■ Task objective: Every line below is to be quoted exactly, with nothing added or dropped.

■ Material for this exercise:

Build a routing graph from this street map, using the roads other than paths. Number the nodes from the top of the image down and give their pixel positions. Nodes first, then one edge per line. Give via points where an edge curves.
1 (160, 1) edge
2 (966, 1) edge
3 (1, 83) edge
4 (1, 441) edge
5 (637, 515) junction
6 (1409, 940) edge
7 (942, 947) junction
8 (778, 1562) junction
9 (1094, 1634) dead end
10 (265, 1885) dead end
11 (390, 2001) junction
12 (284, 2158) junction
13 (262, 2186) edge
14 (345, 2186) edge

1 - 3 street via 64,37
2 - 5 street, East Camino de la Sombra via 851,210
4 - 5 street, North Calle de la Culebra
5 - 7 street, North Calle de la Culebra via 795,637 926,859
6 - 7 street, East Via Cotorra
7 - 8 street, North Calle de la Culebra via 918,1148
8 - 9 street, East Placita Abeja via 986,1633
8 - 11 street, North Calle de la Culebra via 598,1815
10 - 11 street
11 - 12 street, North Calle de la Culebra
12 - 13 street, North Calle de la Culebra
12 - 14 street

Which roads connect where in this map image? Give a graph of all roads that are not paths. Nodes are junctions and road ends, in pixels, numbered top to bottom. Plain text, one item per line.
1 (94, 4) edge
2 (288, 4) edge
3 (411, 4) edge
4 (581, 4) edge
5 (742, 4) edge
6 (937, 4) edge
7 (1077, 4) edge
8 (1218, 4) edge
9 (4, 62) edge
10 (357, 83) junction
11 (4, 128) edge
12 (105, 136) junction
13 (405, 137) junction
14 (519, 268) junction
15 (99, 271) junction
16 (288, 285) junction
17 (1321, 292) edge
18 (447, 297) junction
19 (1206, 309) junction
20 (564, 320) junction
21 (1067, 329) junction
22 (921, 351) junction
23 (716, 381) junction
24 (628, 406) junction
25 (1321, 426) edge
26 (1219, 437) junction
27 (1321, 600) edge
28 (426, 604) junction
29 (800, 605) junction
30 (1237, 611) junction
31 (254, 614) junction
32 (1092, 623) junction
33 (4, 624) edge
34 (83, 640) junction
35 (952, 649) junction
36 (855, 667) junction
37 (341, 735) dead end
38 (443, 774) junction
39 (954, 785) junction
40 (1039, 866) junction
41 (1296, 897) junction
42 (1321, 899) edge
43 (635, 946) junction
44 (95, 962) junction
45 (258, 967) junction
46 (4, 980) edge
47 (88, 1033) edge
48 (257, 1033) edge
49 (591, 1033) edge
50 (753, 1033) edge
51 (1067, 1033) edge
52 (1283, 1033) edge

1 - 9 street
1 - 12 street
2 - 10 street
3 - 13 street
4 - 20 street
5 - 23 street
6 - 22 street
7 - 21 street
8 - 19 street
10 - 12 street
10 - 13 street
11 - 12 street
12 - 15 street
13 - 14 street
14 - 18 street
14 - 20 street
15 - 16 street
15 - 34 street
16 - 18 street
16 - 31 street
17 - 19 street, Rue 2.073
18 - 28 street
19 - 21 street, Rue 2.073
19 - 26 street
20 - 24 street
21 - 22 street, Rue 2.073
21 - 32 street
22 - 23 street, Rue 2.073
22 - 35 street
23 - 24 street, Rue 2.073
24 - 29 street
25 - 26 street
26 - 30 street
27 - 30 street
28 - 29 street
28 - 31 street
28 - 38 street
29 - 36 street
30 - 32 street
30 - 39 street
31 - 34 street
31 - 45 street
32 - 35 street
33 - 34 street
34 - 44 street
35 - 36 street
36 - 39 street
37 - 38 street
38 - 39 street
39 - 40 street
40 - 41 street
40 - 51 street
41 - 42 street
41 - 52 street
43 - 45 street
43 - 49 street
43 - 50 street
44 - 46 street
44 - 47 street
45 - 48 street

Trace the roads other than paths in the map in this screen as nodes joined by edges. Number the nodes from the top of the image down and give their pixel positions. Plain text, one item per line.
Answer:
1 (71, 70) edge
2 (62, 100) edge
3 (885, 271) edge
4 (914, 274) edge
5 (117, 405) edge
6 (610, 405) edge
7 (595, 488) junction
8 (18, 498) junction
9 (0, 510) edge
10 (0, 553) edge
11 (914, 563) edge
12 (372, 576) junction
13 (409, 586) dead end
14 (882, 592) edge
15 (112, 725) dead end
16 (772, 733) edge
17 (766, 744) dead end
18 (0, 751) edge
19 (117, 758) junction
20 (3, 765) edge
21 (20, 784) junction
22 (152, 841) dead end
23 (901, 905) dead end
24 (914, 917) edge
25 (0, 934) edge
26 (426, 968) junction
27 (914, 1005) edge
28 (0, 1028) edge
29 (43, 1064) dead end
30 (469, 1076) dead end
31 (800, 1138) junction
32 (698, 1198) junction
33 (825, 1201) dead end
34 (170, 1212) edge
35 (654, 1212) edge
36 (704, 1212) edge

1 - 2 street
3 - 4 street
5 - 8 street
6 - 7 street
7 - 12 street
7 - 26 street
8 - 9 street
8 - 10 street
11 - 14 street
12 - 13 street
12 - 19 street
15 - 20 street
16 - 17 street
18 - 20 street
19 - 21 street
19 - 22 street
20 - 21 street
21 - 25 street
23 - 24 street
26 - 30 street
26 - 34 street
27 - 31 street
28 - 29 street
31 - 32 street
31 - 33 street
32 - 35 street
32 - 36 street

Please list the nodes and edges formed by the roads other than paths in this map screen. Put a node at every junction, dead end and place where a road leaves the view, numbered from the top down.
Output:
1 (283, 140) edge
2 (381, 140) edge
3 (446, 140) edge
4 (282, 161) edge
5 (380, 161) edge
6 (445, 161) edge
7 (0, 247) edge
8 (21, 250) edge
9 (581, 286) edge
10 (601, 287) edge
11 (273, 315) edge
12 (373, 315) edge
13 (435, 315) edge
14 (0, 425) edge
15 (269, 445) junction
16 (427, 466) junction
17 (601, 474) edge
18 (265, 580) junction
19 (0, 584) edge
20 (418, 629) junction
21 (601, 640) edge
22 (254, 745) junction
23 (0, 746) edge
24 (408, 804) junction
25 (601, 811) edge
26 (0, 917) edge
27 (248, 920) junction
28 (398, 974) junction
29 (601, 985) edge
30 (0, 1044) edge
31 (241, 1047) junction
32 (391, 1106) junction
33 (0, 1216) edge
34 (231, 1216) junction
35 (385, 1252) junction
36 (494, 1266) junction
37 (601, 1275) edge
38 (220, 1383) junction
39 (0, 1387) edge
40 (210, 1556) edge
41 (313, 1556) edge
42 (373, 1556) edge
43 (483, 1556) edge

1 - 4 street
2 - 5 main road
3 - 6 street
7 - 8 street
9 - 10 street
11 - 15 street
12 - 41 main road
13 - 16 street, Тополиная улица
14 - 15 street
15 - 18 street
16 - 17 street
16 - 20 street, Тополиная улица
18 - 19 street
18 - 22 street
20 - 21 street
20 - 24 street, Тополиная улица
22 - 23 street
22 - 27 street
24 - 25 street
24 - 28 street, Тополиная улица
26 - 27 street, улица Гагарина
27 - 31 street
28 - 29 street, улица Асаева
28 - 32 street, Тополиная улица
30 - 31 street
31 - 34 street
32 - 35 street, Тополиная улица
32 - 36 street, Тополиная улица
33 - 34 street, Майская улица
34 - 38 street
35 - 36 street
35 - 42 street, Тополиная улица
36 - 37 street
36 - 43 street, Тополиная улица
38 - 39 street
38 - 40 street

■ Result for this exercise:
Build a routing graph from this street map, using the roads other than paths. Number the nodes from the top of the image down and give their pixel positions. Nodes first, then one edge per line. Give via points where an edge curves.
1 (160, 1) edge
2 (966, 1) edge
3 (1, 83) edge
4 (1, 441) edge
5 (637, 515) junction
6 (1409, 940) edge
7 (942, 947) junction
8 (778, 1562) junction
9 (1094, 1634) dead end
10 (265, 1885) dead end
11 (390, 2001) junction
12 (284, 2158) junction
13 (262, 2186) edge
14 (345, 2186) edge

1 - 3 street via 64,37
2 - 5 street, East Camino de la Sombra via 851,210
4 - 5 street, North Calle de la Culebra
5 - 7 street, North Calle de la Culebra via 795,637 926,859
6 - 7 street, East Via Cotorra
7 - 8 street, North Calle de la Culebra via 918,1148
8 - 9 street, East Placita Abeja via 986,1633
8 - 11 street, North Calle de la Culebra via 598,1815
10 - 11 street
11 - 12 street, North Calle de la Culebra
12 - 13 street, North Calle de la Culebra
12 - 14 street

Which roads connect where in this map image? Give a graph of all roads that are not paths. Nodes are junctions and road ends, in pixels, numbered top to bottom. Plain text, one item per line.
1 (94, 4) edge
2 (288, 4) edge
3 (411, 4) edge
4 (581, 4) edge
5 (742, 4) edge
6 (937, 4) edge
7 (1077, 4) edge
8 (1218, 4) edge
9 (4, 62) edge
10 (357, 83) junction
11 (4, 128) edge
12 (105, 136) junction
13 (405, 137) junction
14 (519, 268) junction
15 (99, 271) junction
16 (288, 285) junction
17 (1321, 292) edge
18 (447, 297) junction
19 (1206, 309) junction
20 (564, 320) junction
21 (1067, 329) junction
22 (921, 351) junction
23 (716, 381) junction
24 (628, 406) junction
25 (1321, 426) edge
26 (1219, 437) junction
27 (1321, 600) edge
28 (426, 604) junction
29 (800, 605) junction
30 (1237, 611) junction
31 (254, 614) junction
32 (1092, 623) junction
33 (4, 624) edge
34 (83, 640) junction
35 (952, 649) junction
36 (855, 667) junction
37 (341, 735) dead end
38 (443, 774) junction
39 (954, 785) junction
40 (1039, 866) junction
41 (1296, 897) junction
42 (1321, 899) edge
43 (635, 946) junction
44 (95, 962) junction
45 (258, 967) junction
46 (4, 980) edge
47 (88, 1033) edge
48 (257, 1033) edge
49 (591, 1033) edge
50 (753, 1033) edge
51 (1067, 1033) edge
52 (1283, 1033) edge

1 - 9 street
1 - 12 street
2 - 10 street
3 - 13 street
4 - 20 street
5 - 23 street
6 - 22 street
7 - 21 street
8 - 19 street
10 - 12 street
10 - 13 street
11 - 12 street
12 - 15 street
13 - 14 street
14 - 18 street
14 - 20 street
15 - 16 street
15 - 34 street
16 - 18 street
16 - 31 street
17 - 19 street, Rue 2.073
18 - 28 street
19 - 21 street, Rue 2.073
19 - 26 street
20 - 24 street
21 - 22 street, Rue 2.073
21 - 32 street
22 - 23 street, Rue 2.073
22 - 35 street
23 - 24 street, Rue 2.073
24 - 29 street
25 - 26 street
26 - 30 street
27 - 30 street
28 - 29 street
28 - 31 street
28 - 38 street
29 - 36 street
30 - 32 street
30 - 39 street
31 - 34 street
31 - 45 street
32 - 35 street
33 - 34 street
34 - 44 street
35 - 36 street
36 - 39 street
37 - 38 street
38 - 39 street
39 - 40 street
40 - 41 street
40 - 51 street
41 - 42 street
41 - 52 street
43 - 45 street
43 - 49 street
43 - 50 street
44 - 46 street
44 - 47 street
45 - 48 street

Trace the roads other than paths in the map in this screen as nodes joined by edges. Number the nodes from the top of the image down and give their pixel positions. Plain text, one item per line.
Answer:
1 (71, 70) edge
2 (62, 100) edge
3 (885, 271) edge
4 (914, 274) edge
5 (117, 405) edge
6 (610, 405) edge
7 (595, 488) junction
8 (18, 498) junction
9 (0, 510) edge
10 (0, 553) edge
11 (914, 563) edge
12 (372, 576) junction
13 (409, 586) dead end
14 (882, 592) edge
15 (112, 725) dead end
16 (772, 733) edge
17 (766, 744) dead end
18 (0, 751) edge
19 (117, 758) junction
20 (3, 765) edge
21 (20, 784) junction
22 (152, 841) dead end
23 (901, 905) dead end
24 (914, 917) edge
25 (0, 934) edge
26 (426, 968) junction
27 (914, 1005) edge
28 (0, 1028) edge
29 (43, 1064) dead end
30 (469, 1076) dead end
31 (800, 1138) junction
32 (698, 1198) junction
33 (825, 1201) dead end
34 (170, 1212) edge
35 (654, 1212) edge
36 (704, 1212) edge

1 - 2 street
3 - 4 street
5 - 8 street
6 - 7 street
7 - 12 street
7 - 26 street
8 - 9 street
8 - 10 street
11 - 14 street
12 - 13 street
12 - 19 street
15 - 20 street
16 - 17 street
18 - 20 street
19 - 21 street
19 - 22 street
20 - 21 street
21 - 25 street
23 - 24 street
26 - 30 street
26 - 34 street
27 - 31 street
28 - 29 street
31 - 32 street
31 - 33 street
32 - 35 street
32 - 36 street

Please list the nodes and edges formed by the roads other than paths in this map screen. Put a node at every junction, dead end and place where a road leaves the view, numbered from the top down.
Output:
1 (283, 140) edge
2 (381, 140) edge
3 (446, 140) edge
4 (282, 161) edge
5 (380, 161) edge
6 (445, 161) edge
7 (0, 247) edge
8 (21, 250) edge
9 (581, 286) edge
10 (601, 287) edge
11 (273, 315) edge
12 (373, 315) edge
13 (435, 315) edge
14 (0, 425) edge
15 (269, 445) junction
16 (427, 466) junction
17 (601, 474) edge
18 (265, 580) junction
19 (0, 584) edge
20 (418, 629) junction
21 (601, 640) edge
22 (254, 745) junction
23 (0, 746) edge
24 (408, 804) junction
25 (601, 811) edge
26 (0, 917) edge
27 (248, 920) junction
28 (398, 974) junction
29 (601, 985) edge
30 (0, 1044) edge
31 (241, 1047) junction
32 (391, 1106) junction
33 (0, 1216) edge
34 (231, 1216) junction
35 (385, 1252) junction
36 (494, 1266) junction
37 (601, 1275) edge
38 (220, 1383) junction
39 (0, 1387) edge
40 (210, 1556) edge
41 (313, 1556) edge
42 (373, 1556) edge
43 (483, 1556) edge

1 - 4 street
2 - 5 main road
3 - 6 street
7 - 8 street
9 - 10 street
11 - 15 street
12 - 41 main road
13 - 16 street, Тополиная улица
14 - 15 street
15 - 18 street
16 - 17 street
16 - 20 street, Тополиная улица
18 - 19 street
18 - 22 street
20 - 21 street
20 - 24 street, Тополиная улица
22 - 23 street
22 - 27 street
24 - 25 street
24 - 28 street, Тополиная улица
26 - 27 street, улица Гагарина
27 - 31 street
28 - 29 street, улица Асаева
28 - 32 street, Тополиная улица
30 - 31 street
31 - 34 street
32 - 35 street, Тополиная улица
32 - 36 street, Тополиная улица
33 - 34 street, Майская улица
34 - 38 street
35 - 36 street
35 - 42 street, Тополиная улица
36 - 37 street
36 - 43 street, Тополиная улица
38 - 39 street
38 - 40 street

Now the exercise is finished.